If you’re liberal and you’re lazy, clap your hands. But then, if you’re truly liberal and you’re lazy, you’d be too lazy to clap your hands. Instead, you’d be shocked to discover a new Bigotry of the Week, then register your dismay on social media — or, if you’re entitled enough, in a weekend column in mainstream media — and stew in your own juices till the next Bigotry of the Week comes banging at the door.
This week, it was a Tanishq ad whose point was to sell its jewellery. It turns out that like Fifty Shades of Grey somehow finding its way into a school library, the ad reached the wrong target customer: conservative Hindus who don’t like the notion of their beta-betis marrying Muslims at all — something that the jewellery brand sought to promote while making its sales pitch.
Social media — like sex chat rooms and WhatsApp groups — magically empowers shy, timid souls by providing them a cover of anonymity. So, while the notion of inter-faith marriage, and the idea of an ad extolling it, horrify many (you don’t have to be a troll to be conservative), raging about it in apoplectic terms as ‘love jihad’ etc is little else but a counter-campaign to a warm, fuzzy ad campaign, both of which get amplified by social media and then ‘unsocial’ media. And when the outrage on social media’s ether bubbles up into the real world in the form of some people reportedly barging into a showroom in Gujarat, demanding a note of ‘apology to the Hindu community’ on behalf of the store that’s put up and later removed, we have an anklet turned into a broken ankle, a necklace turned into a strangled neck.

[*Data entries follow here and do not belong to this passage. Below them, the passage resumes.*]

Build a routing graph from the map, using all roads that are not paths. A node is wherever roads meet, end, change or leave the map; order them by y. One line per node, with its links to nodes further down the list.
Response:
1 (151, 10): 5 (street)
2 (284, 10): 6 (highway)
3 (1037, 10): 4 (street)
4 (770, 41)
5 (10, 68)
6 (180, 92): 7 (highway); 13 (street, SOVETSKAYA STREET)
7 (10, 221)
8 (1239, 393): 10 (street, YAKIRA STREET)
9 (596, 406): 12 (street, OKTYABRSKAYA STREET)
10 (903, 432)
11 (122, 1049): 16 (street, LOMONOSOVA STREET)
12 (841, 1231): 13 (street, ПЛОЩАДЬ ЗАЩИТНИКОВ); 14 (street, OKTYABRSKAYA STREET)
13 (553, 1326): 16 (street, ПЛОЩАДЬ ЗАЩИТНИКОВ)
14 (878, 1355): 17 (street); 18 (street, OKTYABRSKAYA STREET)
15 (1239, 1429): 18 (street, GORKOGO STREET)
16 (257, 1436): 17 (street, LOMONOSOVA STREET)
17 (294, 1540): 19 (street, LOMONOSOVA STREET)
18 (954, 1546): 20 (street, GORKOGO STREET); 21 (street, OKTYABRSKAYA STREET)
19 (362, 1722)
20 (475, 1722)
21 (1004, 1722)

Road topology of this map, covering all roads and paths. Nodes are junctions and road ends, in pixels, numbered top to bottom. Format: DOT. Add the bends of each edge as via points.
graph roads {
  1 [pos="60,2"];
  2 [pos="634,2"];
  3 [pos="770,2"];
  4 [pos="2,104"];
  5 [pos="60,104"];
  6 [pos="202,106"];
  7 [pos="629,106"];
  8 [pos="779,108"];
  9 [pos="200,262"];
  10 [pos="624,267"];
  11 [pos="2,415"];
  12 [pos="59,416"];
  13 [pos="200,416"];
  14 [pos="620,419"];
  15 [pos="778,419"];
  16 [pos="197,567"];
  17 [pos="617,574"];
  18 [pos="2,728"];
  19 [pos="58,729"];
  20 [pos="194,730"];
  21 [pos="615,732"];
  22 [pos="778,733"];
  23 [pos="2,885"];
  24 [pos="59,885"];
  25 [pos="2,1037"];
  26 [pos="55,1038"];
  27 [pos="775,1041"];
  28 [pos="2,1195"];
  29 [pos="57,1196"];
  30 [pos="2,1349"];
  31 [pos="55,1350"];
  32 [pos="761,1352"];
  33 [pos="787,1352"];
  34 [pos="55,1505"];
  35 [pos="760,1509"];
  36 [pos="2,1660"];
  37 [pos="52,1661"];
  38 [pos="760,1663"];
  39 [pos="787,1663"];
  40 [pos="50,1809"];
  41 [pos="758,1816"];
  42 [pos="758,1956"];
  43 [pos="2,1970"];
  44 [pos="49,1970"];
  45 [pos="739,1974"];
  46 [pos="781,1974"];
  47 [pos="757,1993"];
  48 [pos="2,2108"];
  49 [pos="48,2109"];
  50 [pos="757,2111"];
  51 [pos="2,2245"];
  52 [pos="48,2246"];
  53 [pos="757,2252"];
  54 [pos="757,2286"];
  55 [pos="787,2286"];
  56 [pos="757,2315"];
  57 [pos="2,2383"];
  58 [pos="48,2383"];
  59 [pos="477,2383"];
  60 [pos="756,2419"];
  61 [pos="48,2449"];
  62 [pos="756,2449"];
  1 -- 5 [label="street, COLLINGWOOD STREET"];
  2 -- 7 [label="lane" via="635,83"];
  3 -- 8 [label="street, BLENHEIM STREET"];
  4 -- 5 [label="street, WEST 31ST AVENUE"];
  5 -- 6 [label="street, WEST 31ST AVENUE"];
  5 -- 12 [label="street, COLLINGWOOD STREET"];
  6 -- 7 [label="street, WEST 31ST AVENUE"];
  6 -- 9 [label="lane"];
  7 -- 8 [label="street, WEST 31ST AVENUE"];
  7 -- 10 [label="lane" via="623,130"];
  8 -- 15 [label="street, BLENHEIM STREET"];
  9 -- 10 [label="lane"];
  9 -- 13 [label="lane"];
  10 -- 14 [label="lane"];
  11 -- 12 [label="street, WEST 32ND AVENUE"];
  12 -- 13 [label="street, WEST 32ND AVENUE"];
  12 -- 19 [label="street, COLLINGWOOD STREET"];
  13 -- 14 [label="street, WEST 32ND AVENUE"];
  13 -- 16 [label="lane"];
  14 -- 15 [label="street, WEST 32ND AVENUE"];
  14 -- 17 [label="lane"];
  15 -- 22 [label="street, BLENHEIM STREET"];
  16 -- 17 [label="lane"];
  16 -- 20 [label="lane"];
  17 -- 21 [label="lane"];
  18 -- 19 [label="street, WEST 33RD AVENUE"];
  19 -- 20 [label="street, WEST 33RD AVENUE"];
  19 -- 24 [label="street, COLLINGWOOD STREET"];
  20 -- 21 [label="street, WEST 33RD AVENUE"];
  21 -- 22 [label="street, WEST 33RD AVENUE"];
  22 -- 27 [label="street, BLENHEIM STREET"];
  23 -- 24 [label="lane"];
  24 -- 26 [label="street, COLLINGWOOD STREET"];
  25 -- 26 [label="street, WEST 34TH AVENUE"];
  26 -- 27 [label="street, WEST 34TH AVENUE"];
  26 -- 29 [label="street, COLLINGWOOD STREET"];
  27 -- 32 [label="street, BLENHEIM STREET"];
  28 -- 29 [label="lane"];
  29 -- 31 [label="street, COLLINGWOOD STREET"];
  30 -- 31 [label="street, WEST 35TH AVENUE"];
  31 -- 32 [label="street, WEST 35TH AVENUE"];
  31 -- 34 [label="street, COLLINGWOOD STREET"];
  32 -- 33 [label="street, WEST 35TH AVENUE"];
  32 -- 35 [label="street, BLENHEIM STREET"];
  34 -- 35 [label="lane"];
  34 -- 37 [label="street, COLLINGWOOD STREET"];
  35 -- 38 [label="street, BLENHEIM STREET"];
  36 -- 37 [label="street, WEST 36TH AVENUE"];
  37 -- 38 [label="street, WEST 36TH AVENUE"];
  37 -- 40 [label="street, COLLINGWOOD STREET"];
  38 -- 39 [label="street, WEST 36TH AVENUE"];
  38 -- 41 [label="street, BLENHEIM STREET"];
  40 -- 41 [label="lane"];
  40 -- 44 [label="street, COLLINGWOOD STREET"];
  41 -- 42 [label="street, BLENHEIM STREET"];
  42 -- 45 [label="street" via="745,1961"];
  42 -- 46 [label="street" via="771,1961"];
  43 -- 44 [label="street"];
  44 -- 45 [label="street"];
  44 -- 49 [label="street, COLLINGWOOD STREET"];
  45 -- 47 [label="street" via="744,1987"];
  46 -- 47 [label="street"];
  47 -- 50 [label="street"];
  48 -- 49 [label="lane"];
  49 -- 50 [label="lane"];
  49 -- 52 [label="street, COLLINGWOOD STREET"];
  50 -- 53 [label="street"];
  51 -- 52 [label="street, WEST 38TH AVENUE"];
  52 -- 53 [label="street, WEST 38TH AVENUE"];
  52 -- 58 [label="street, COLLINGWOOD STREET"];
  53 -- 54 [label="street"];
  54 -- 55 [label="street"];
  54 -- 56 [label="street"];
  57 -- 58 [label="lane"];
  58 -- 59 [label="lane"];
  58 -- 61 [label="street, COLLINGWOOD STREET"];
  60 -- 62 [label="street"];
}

The liberal outrage against the illiberal bile is justified. But it follows a certain, well-established playbook at the centre of which lies mass distraction. In the larger scheme of things, the issue of inter-faith marriage and its discontents is a frisbee in the park. As is Tanishq’s decision to react to the ‘unease of doing business’ by removing the ad. Their business, their decision — especially when the job of advertising their brand has gone well beyond the remit of the commissioned ad, thanks to literally free agents.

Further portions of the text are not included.